Above us those cities in the sky hovered like guiding stars, but here on the ground, war waged. People in strange, identical clothing — not unlike my jumpsuit, but patterned in way that twisted the eye and blended into the landscape — ran or fell or screamed.

  “Get down! The enemy is launching explosive devices!” Someone was tugging on my clothing.

  I sank into a crouch. Was that a sword in my hand? A shield on the other arm? The man beside me had an elaborate helmet with flaps on either side that tied under his chin. An officer? Where was I?

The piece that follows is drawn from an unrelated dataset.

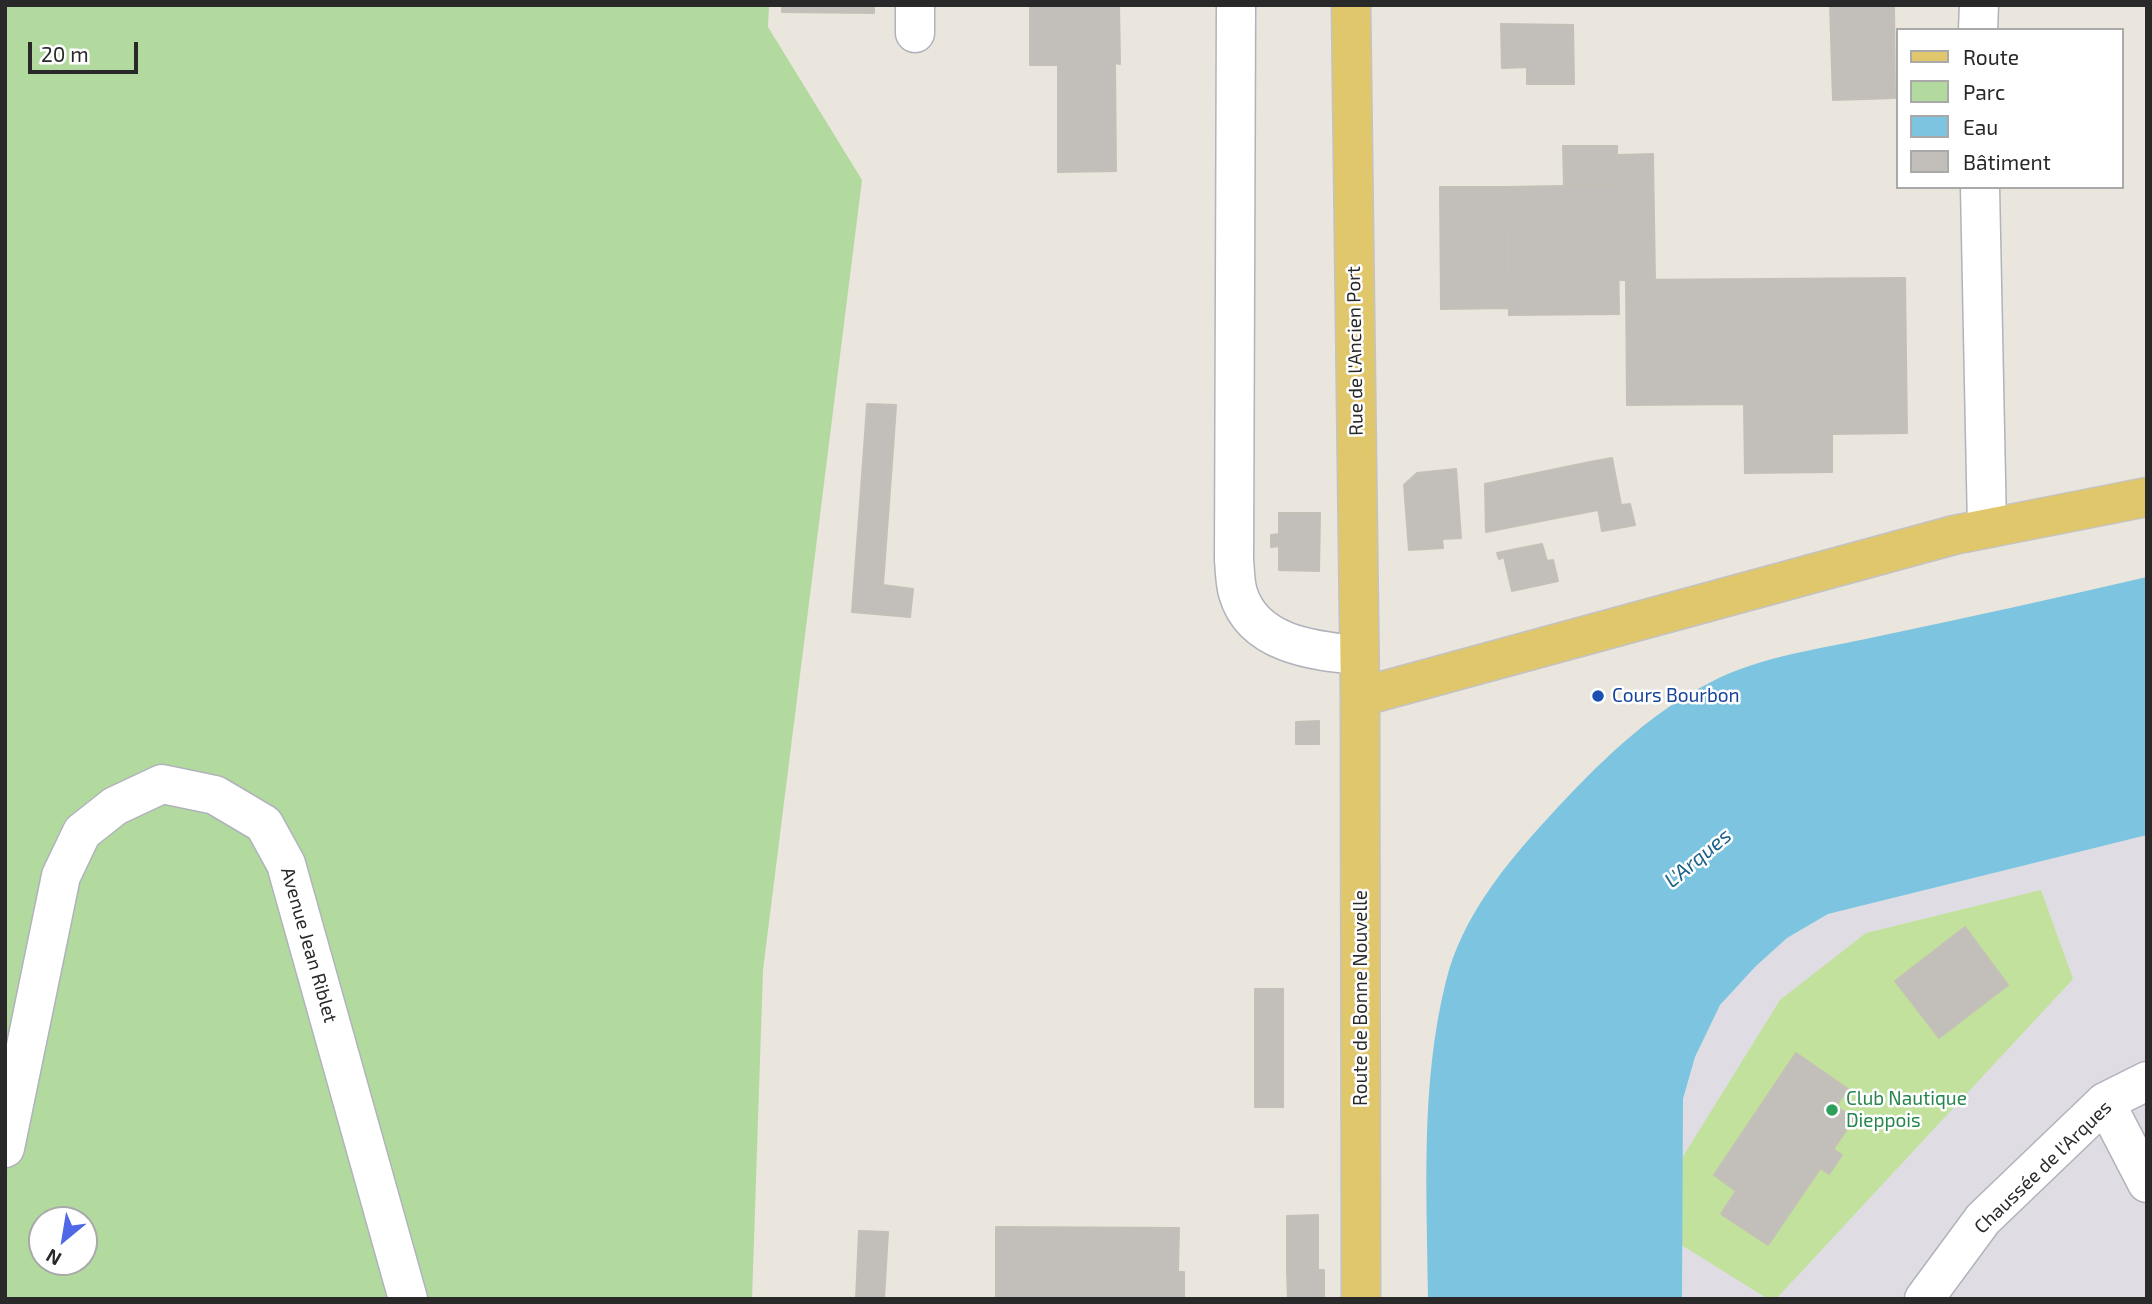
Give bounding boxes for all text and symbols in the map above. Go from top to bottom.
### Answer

  “Good, so you can listen to orders if they’re yelled! Keep your head down. Reinforcements are coming. The sensible thing to do is just hold the line until General Clifftang arrives.”

  I had no idea where I was or what was happening. I peered up over the edge of the rock in front of us. Ahead was a ridge and on the ridge a line of men in black garb were lining up machines of some kind. The machines had long arms and something on the far end of them was smoking. Behind them a man rode on a white horse, pointing from one soldier to the next. Their leader. The ground between them and us was littered with bodies.

  “Keep your head down when they launch! Hold your position!” the man beside me was screaming.

  “It’s been a long time since I was in virtual reality,” An’alepp said. An old woman on a battlefield?

  “What are you doing here?”

  “We never fired up our VR after the Event Alura crashed. I had no idea…but look…it’s a part of Ra’shara! I’m really here!”

  Oh yes. It was a test. I was supposed to be showing what I was made of somehow. By dying on a battlefield?

  The enemy roared and then projectiles were sailing through the air and plummeting through our ranks. I squeezed closer to the ground. The sound of their explosion was deafening, and I swayed back and forth in the blast from the nearest one, my eyes tightly shut.

  When the shaking stopped, I opened them. Beside me a man lay in the dirt, screaming and pawing at his broken body. I stared in horror. This is what Rusk had expected when we crashed on a battlefield. He’d expected us to die in terrible, shattered pieces. Where was the man’s leg? I couldn’t see it anywhere. He gripped my foot.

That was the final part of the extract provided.